Cette séquence montre comment peut se construire un processus de relativisation, qui extrait une situation des registres de référence qui peuvent lui donner sens. Avant d’entendre le psychiatre, l’institutrice se représente l’enfant selon le modèle connu de l’élève en échec : elle voit à qui elle a à faire, elle sait ce qu’elle peut faire. La révélation de la pathologie la précipite hors des mondes connus. Et si elle continue à parler, c’est pour ne pas dire grand chose. Comme Ahmed, elle emploie des formes impersonnelles et privilégie les formulations les plus vagues... Elle qualifie l’éclairage « d’intéressant » et prétend « qu’on sait très bien », avant d’avouer « je ne sais pas, je ne suis pas médecin », reconnaissant que ce discours lui est interdit, ou inaccessible.

Mais cette situation ne lui convient pas. Elle en souffre. Elle en pleure même, en compagnie des parents de l’enfant, à qui elle demande à leur tour de l’éclairer. Elle peut alors reprendre son rôle d’institutrice pour chercher à rassembler quelques objets qui l’aident à construire une situation :

173 NS 7 4 mais là, j'ai vu des parents normaux
174 PR 7 4 moi, j'ai été en souffrance avec eux
175 PR 7 4 j'ai eu les larmes aux yeux.
178 NS 7 4 Donc je lui ai dit: "Racontez moi le parcours scolaire de votre petite
179   7 4 pour que j'ai un éclairage…"
180 NS 7 4 quand ils m'ont fait la description de tout son parcours scolaire,
181   7 4 j'ai dit "c'est pas possible,
182 NS 7 4 que dans l'ordinaire, on fasse ça à une petite"

Une nouvelle fois, le monde qui est le sien, peuplé de méthodes pédagogiques et d’exercices de lecture, perd sa légitimité : Christiane craque. Elle ne dispose d’aucun espace pour « évacuer tout ça » (352), sauf la réunion de synthèse. Là, elle brise le silence en explosant :

192     1 ils n'avaient pas tout dit au médecin psychiatre, les parents, sur le cursus de leur enfant, les prises en charge psy qu'elle avait eues,
193     1 il ne savait pas du tout,
194   6 1 alors il a dit "On a été quand même trompés"
195 NS 6 1 je lui ai dit "Mais c'est normal que des parents vous trompent,
196   6 1 ils ne peuvent pas venir vous dire:
197   6 1 ma petite qui a treize ans, pendant six ans, elle a été suivie par un psychiatre »
198   6 1 parce que c'est une petite folle quoi, faut le dire hein

C’est une dénonciation publique que l’institutrice porte en synthèse. Elle révèle que le monde du psychiatre n’est pas celui des parents, avec lesquels elle est entrée en compassion. Ce n’est donc pas son monde. Son monde, c’est le monde normal, où les parents normaux ont des enfants normaux, en échec scolaire.

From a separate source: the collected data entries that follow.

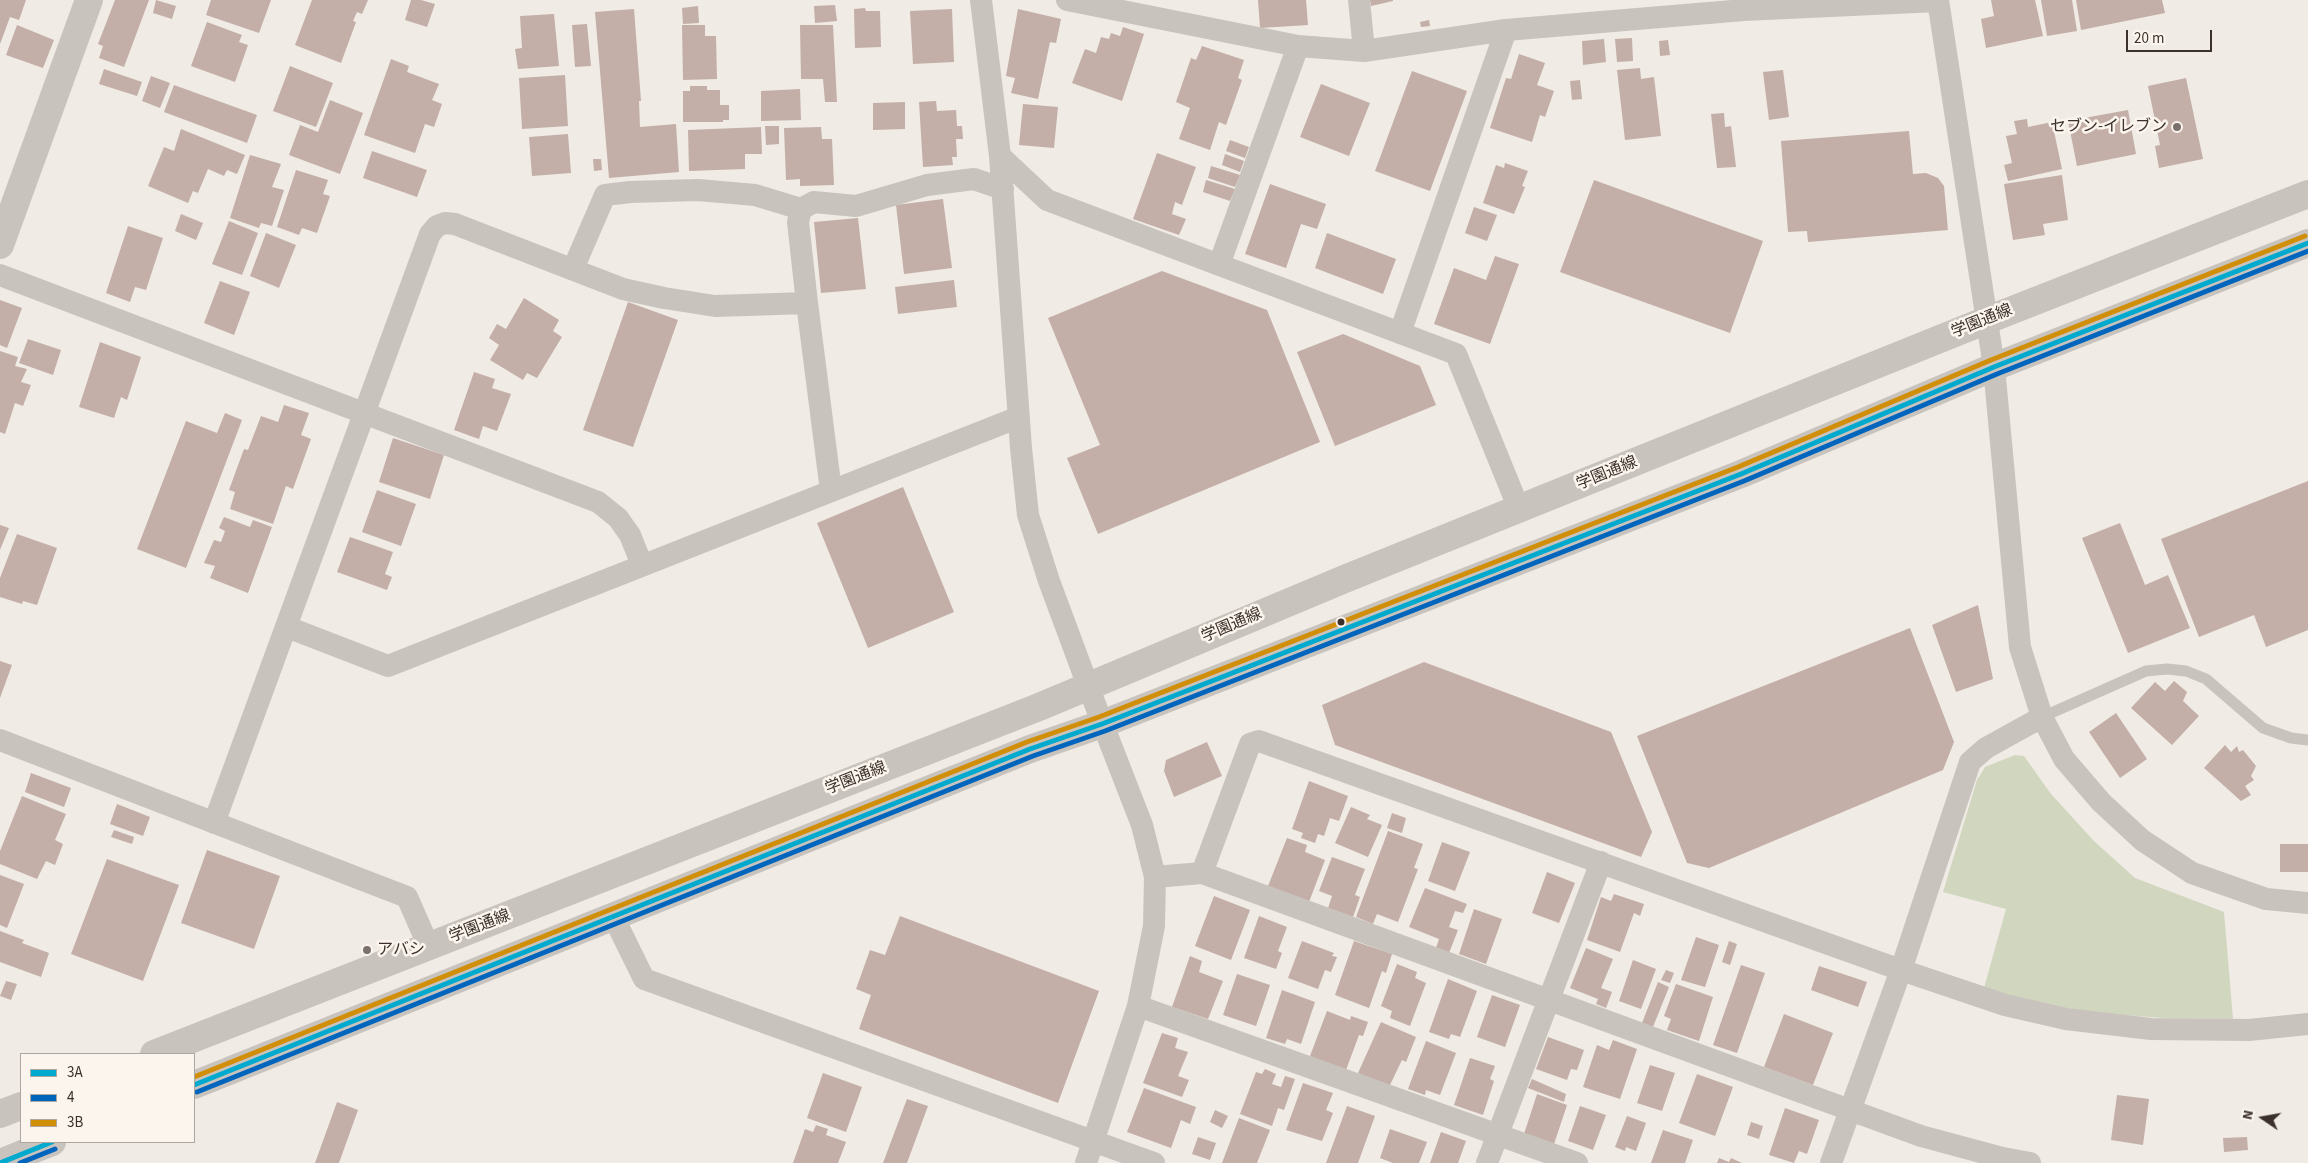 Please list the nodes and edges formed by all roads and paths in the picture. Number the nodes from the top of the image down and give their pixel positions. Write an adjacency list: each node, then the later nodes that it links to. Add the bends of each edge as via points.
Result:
1 (89, 0): 14 (street)
2 (981, 0): 9 (street)
3 (1067, 0): 7 (street)
4 (1359, 0): 8 (street)
5 (1938, 1): 6 (street, via 1744,10); 19 (street)
6 (1506, 30): 8 (street); 20 (street)
7 (1298, 46): 8 (street); 15 (street)
8 (1364, 51)
9 (1000, 156): 10 (street); 15 (street, via 1047,200)
10 (1003, 189): 12 (street, via 974,179 927,185 856,206 814,202); 23 (street)
11 (2308, 194): 19 (street, 学園通線)
12 (802, 209): 16 (street, via 755,195 698,190 605,195); 18 (street, via 798,222)
13 (2308, 243): 21 (street)
14 (0, 245)
15 (1219, 265): 20 (street)
16 (573, 269): 18 (street, via 623,289 707,305); 22 (street, via 455,224 437,226 430,234)
17 (0, 276): 22 (street)
18 (807, 304): 24 (street)
19 (1987, 320): 21 (street); 25 (street, 学園通線)
20 (1400, 333): 25 (street, via 1456,354)
21 (1994, 367): 29 (street, via 2020,647); 30 (street, via 1740,474)
22 (365, 414): 26 (street, via 598,502 618,518 630,535); 27 (street)
23 (1019, 417): 24 (street); 28 (street, via 1028,515)
24 (832, 491): 26 (street)
25 (1519, 509): 28 (street, 学園通線)
26 (642, 565): 27 (street, via 388,666)
27 (287, 627): 33 (street)
28 (1088, 686): 30 (street); 39 (street, 学園通線)
29 (2042, 717): 32 (lane, via 2146,671 2167,668 2206,679 2263,728); 37 (street, via 2064,759 2100,802 2142,840 2192,873 2266,900); 40 (street, via 1986,748 1970,762)
30 (1102, 724): 36 (street, via 1142,825); 38 (street)
31 (0, 740): 33 (street)
32 (2308, 740)
33 (214, 822): 39 (street, via 407,897)
34 (1602, 862): 35 (street, via 1259,740 1250,744); 40 (street); 41 (street)
35 (1202, 873): 36 (street); 41 (street)
36 (1155, 877): 42 (street, via 1154,926)
37 (2308, 903)
38 (613, 916): 45 (street); 50 (street, via 644,979)
39 (429, 947): 44 (street, 学園通線)
40 (1901, 970): 43 (street, via 2005,1005 2066,1019 2151,1029 2250,1030); 47 (street)
41 (1549, 1000): 47 (street); 49 (street)
42 (1138, 1006): 49 (street); 50 (street)
43 (2308, 1024)
44 (157, 1053)
45 (195, 1084)
46 (20, 1106): 48 (street)
47 (1851, 1110): 57 (street); 58 (street, via 1921,1136)
48 (0, 1114)
49 (1498, 1134): 55 (street); 56 (street)
50 (1093, 1141): 53 (street); 54 (street)
51 (50, 1143): 52 (street)
52 (6, 1162)
53 (1086, 1163)
54 (1154, 1163)
55 (1487, 1163)
56 (1577, 1163)
57 (1831, 1163)
58 (2030, 1163)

« C’est normal d’être trompé », assène-t-elle au psychiatre, lui reprochant à demi-mot de l’avoir « éclairée » lui faisant perdre le monde « normal », celui où elle se trompait. Ainsi, Christiane constate l’absence de monde de référence, tous les mondes disponibles n’étant que des leurres. C’est une façon pour elle de rompre avec les pratiques de relativisation institutionnelles, en annonçant ce qui ressemble à un passage à l’acte :

353   7 3 Mais le 13 Mai, je vais leur dire (aux parents), oui.
354   7 3 Et puis si ils veulent l'enlever, ils l'enlèveront…
355   7 3 Les collègues et moi, on ne peut plus.